Duke officials also provided a statement about the incident:
"First and foremost, our priority is the well-being of Duke student-athletes," said Duke Vice President & Director of Athletics Nina King. "They should always have the opportunity to compete in an inclusive, anti-racist environment (that) promotes equality and fair play. Following extremely unfortunate circumstances at Friday night's match at BYU, we are compelled to shift today's match against Rider to a different location to afford both teams the safest atmosphere for competition. We are appreciative of the support from BYU's athletic administration as we navigate this troubling situation. I have been in touch with the student-athletes who have been deeply impacted, will continue to support them in every way possible and look forward to connecting further upon their return from Provo."
One of the players (Rachael Richardson) who was subjected to the barrage of slurs, insults and threats also released a statement via Twitter on behalf of herself and the other targeted players. Richardson, a Duke sophomore, said she and her fellow African American teammates were racially heckled throughout the entire game and as the slurs grew into threats they no longer felt safe.
She said the players struggled to play at their best level because of being concerned about their safety. Richardson goes on to say she doesn't think BYU handled the situation well after it was brought to the school's attention. She said the incident is not a reflection of the BYU players.
BYU's athletics director Tom Holmoe addressed fans before Saturday's match.
BYU said that the fan was not a student at the university and the person has been banned from athletic events.
On Saturday, Duke released a statementt that read in part: "Our Duke student-athletes should always have the opportunity to compete in an inclusive ... anti-racist environment which promotes equality and fair play."

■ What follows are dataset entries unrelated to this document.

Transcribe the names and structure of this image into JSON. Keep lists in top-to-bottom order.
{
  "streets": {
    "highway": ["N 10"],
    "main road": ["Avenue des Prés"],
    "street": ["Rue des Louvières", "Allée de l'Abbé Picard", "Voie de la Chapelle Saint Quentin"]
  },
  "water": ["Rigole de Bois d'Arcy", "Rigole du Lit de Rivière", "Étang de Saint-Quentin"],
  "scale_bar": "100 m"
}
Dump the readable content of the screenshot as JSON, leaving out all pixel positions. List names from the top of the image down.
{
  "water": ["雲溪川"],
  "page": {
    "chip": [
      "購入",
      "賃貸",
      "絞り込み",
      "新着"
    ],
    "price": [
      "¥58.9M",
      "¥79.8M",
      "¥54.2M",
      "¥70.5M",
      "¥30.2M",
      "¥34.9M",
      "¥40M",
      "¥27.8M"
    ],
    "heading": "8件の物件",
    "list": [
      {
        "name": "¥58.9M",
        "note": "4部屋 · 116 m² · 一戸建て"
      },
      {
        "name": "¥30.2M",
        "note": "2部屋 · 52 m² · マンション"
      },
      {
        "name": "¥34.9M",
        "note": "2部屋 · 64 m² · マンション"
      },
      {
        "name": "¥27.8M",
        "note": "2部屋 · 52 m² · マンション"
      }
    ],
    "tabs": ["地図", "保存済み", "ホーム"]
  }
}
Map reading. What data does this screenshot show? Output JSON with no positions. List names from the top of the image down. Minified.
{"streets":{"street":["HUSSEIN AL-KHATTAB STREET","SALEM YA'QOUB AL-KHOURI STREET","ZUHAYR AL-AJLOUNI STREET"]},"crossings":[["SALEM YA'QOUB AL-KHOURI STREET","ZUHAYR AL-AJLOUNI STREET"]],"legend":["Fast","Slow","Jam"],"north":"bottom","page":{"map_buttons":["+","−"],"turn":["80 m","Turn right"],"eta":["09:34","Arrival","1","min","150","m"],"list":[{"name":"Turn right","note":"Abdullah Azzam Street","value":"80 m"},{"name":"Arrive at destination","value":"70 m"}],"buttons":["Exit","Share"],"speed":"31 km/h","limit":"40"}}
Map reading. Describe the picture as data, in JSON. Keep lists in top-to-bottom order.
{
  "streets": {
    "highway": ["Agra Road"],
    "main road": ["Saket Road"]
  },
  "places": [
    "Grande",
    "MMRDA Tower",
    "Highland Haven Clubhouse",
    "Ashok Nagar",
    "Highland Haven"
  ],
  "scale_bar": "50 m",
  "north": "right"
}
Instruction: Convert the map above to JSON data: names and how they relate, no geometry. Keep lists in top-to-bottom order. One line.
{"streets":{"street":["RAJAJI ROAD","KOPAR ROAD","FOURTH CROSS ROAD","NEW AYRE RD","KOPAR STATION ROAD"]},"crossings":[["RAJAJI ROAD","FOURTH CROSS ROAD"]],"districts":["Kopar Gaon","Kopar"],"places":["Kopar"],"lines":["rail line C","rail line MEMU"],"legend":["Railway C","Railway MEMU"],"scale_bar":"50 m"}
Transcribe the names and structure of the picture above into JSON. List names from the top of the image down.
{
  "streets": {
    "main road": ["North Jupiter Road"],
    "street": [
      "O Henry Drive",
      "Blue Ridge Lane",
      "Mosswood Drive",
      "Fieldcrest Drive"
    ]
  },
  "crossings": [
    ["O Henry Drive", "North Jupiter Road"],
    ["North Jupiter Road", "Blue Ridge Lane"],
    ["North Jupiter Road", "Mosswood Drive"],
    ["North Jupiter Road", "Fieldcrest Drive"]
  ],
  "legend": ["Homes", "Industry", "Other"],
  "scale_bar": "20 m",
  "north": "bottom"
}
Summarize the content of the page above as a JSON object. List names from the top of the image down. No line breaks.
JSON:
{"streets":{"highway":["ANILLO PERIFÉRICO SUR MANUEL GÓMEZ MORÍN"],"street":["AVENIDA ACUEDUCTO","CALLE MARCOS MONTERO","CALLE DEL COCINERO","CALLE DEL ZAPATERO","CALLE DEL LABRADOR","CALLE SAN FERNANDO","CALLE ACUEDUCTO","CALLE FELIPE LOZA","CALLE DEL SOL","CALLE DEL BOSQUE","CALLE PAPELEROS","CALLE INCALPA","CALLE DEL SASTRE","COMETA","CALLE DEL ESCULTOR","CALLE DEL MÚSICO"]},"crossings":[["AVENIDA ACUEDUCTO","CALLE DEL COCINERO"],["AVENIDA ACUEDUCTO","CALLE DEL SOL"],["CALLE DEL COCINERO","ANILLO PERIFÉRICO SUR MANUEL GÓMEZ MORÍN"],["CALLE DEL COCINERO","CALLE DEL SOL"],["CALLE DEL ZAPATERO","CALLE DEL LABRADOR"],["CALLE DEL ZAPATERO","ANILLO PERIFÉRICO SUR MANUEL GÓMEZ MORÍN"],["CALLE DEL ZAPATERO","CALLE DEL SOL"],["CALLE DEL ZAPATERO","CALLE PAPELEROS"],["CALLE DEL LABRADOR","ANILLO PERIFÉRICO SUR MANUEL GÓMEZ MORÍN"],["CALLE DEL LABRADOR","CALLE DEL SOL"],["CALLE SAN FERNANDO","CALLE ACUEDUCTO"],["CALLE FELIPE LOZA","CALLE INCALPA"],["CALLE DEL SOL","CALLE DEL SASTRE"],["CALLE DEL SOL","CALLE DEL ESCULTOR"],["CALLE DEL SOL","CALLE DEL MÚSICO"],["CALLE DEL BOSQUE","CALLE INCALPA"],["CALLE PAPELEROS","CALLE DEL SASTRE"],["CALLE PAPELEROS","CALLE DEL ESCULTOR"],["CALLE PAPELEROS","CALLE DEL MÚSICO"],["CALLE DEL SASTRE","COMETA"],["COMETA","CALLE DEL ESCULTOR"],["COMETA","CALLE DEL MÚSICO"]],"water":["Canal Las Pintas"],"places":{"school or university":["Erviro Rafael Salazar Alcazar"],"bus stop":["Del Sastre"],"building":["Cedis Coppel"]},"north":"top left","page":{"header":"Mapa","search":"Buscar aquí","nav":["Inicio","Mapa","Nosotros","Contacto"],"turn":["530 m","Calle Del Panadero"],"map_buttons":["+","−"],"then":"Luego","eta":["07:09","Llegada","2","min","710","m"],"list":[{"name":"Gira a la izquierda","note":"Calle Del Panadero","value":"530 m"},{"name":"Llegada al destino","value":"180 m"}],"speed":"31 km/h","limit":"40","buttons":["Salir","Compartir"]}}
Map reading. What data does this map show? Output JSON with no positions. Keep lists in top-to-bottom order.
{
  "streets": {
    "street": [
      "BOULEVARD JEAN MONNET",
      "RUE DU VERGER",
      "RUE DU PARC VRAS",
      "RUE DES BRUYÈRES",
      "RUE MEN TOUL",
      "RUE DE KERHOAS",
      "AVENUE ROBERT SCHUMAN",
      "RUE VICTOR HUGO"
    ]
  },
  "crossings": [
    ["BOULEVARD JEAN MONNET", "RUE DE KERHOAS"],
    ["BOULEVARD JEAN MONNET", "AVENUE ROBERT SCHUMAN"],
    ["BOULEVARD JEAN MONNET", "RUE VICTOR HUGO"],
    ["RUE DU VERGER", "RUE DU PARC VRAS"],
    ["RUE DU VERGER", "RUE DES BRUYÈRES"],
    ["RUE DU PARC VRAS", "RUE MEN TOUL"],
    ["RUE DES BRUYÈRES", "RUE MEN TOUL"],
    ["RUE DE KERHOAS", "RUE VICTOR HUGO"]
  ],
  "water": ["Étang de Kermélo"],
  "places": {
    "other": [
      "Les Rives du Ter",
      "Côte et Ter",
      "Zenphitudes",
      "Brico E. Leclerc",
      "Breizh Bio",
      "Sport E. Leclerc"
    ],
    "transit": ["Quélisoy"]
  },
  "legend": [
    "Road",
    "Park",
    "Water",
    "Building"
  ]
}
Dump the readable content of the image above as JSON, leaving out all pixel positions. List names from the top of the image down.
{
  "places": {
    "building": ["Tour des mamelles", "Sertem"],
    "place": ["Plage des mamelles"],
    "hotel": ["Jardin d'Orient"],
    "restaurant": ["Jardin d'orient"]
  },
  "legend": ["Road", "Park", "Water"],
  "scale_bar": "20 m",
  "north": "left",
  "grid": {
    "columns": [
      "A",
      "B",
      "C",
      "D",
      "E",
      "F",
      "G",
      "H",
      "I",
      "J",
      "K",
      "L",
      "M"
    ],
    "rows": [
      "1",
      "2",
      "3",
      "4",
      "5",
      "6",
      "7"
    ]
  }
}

BYU's Athletic Department responded to the incident by saying, "All of God's children deserve love and respect ... and BYU Athletics is completely committed to leading out in abandoning attitudes and actions of prejudice of any kind and rooting out racism."
BYU also said it "wholeheartedly" apologized to Duke University and "especially its student-athletes."
The godmother of Rachel Richardson, the Duke player, first drew attention to the incident on social media and later tweeted a statement, saying in part, that "we must, as a country, do better."